:: TASK ITEM ::
Below are records to repeat exactly; do not include any pictures.

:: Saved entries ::
—————
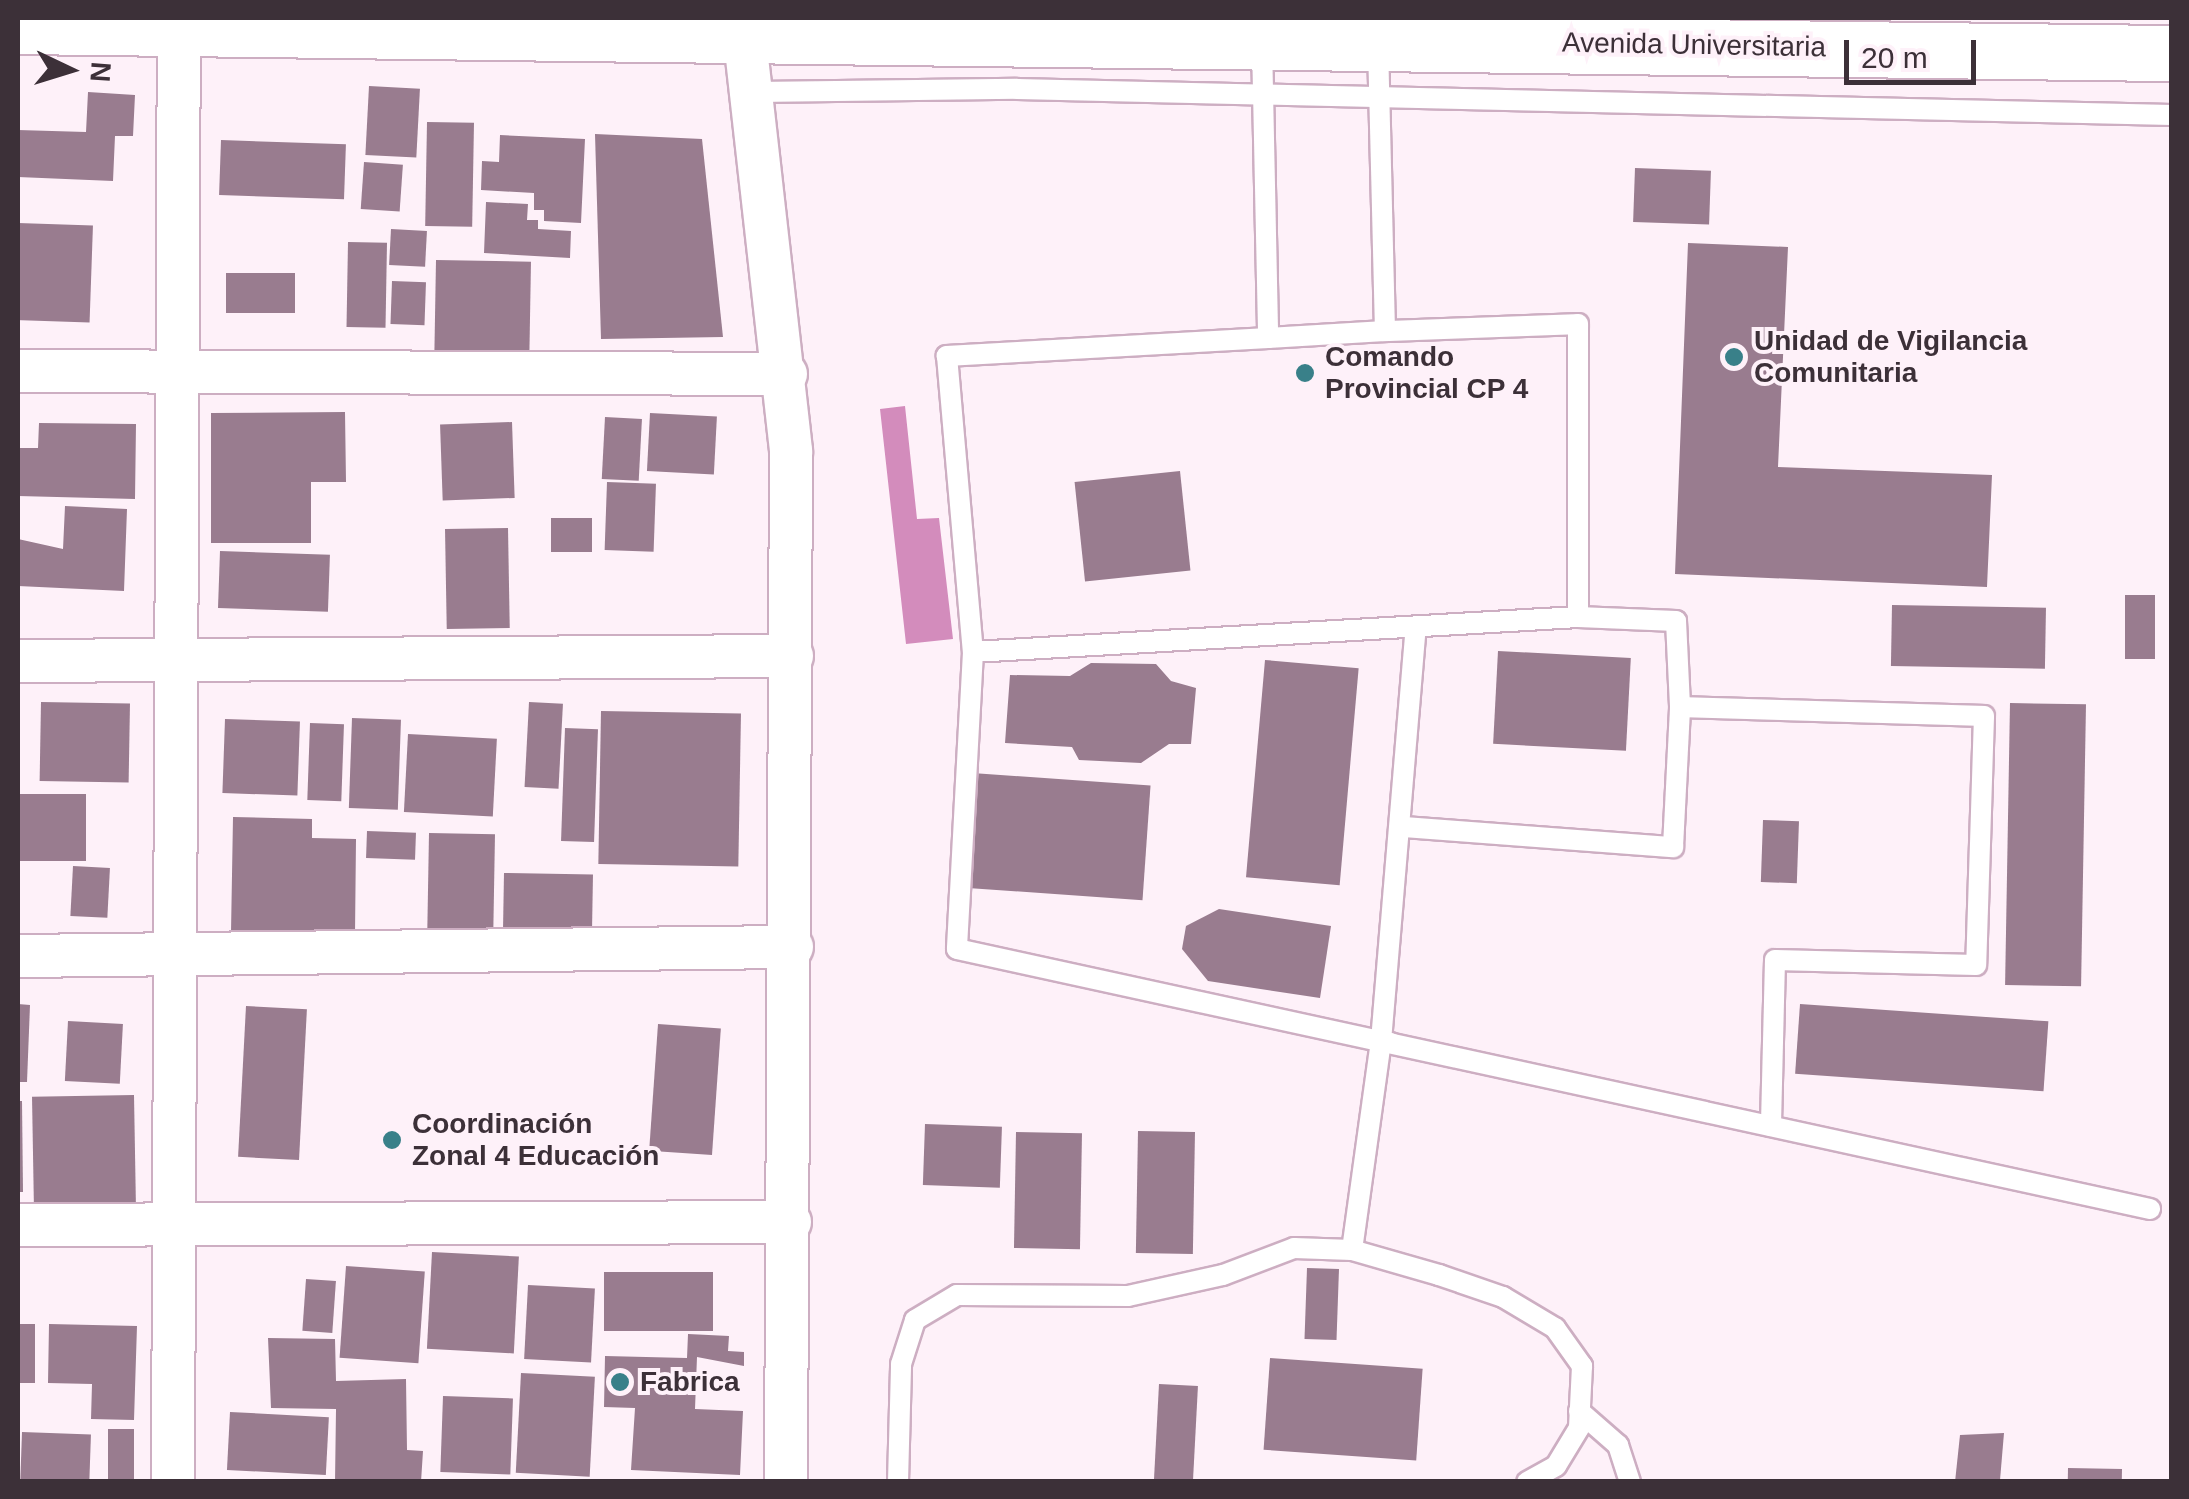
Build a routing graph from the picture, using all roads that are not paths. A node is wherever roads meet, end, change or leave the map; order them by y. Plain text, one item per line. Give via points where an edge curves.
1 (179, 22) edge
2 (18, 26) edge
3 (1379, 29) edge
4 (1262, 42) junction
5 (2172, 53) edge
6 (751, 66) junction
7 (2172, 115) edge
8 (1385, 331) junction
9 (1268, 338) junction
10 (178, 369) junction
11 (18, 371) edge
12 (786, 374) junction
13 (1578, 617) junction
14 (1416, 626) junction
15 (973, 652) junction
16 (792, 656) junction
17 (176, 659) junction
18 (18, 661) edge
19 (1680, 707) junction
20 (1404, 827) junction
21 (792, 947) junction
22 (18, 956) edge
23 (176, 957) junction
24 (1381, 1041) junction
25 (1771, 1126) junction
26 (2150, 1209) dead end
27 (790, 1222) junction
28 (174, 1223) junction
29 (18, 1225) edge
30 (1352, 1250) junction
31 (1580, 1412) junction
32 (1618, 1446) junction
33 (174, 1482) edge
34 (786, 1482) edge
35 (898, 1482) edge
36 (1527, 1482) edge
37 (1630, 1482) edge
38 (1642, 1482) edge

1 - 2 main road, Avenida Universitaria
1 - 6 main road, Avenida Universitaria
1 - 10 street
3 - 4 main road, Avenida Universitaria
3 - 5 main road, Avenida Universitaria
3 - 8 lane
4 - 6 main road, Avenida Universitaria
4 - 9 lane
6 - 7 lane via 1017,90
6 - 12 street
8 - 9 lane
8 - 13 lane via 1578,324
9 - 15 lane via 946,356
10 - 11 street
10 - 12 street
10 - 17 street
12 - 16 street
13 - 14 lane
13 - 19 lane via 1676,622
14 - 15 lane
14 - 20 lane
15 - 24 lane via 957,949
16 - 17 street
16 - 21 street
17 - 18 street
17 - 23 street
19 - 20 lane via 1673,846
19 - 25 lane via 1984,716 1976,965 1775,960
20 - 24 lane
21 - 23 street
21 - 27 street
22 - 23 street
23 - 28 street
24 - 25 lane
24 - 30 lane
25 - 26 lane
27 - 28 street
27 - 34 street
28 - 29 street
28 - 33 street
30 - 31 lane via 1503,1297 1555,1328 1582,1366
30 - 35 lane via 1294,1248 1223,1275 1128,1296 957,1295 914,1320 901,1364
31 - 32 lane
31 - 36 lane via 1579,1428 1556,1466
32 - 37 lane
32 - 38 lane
—————
:: RESPONSE BOX ::
Build a routing graph from the picture, using all roads that are not paths. A node is wherever roads meet, end, change or leave the map; order them by y. Plain text, one item per line. Give via points where an edge curves.
1 (179, 22) edge
2 (18, 26) edge
3 (1379, 29) edge
4 (1262, 42) junction
5 (2172, 53) edge
6 (751, 66) junction
7 (2172, 115) edge
8 (1385, 331) junction
9 (1268, 338) junction
10 (178, 369) junction
11 (18, 371) edge
12 (786, 374) junction
13 (1578, 617) junction
14 (1416, 626) junction
15 (973, 652) junction
16 (792, 656) junction
17 (176, 659) junction
18 (18, 661) edge
19 (1680, 707) junction
20 (1404, 827) junction
21 (792, 947) junction
22 (18, 956) edge
23 (176, 957) junction
24 (1381, 1041) junction
25 (1771, 1126) junction
26 (2150, 1209) dead end
27 (790, 1222) junction
28 (174, 1223) junction
29 (18, 1225) edge
30 (1352, 1250) junction
31 (1580, 1412) junction
32 (1618, 1446) junction
33 (174, 1482) edge
34 (786, 1482) edge
35 (898, 1482) edge
36 (1527, 1482) edge
37 (1630, 1482) edge
38 (1642, 1482) edge

1 - 2 main road, Avenida Universitaria
1 - 6 main road, Avenida Universitaria
1 - 10 street
3 - 4 main road, Avenida Universitaria
3 - 5 main road, Avenida Universitaria
3 - 8 lane
4 - 6 main road, Avenida Universitaria
4 - 9 lane
6 - 7 lane via 1017,90
6 - 12 street
8 - 9 lane
8 - 13 lane via 1578,324
9 - 15 lane via 946,356
10 - 11 street
10 - 12 street
10 - 17 street
12 - 16 street
13 - 14 lane
13 - 19 lane via 1676,622
14 - 15 lane
14 - 20 lane
15 - 24 lane via 957,949
16 - 17 street
16 - 21 street
17 - 18 street
17 - 23 street
19 - 20 lane via 1673,846
19 - 25 lane via 1984,716 1976,965 1775,960
20 - 24 lane
21 - 23 street
21 - 27 street
22 - 23 street
23 - 28 street
24 - 25 lane
24 - 30 lane
25 - 26 lane
27 - 28 street
27 - 34 street
28 - 29 street
28 - 33 street
30 - 31 lane via 1503,1297 1555,1328 1582,1366
30 - 35 lane via 1294,1248 1223,1275 1128,1296 957,1295 914,1320 901,1364
31 - 32 lane
31 - 36 lane via 1579,1428 1556,1466
32 - 37 lane
32 - 38 lane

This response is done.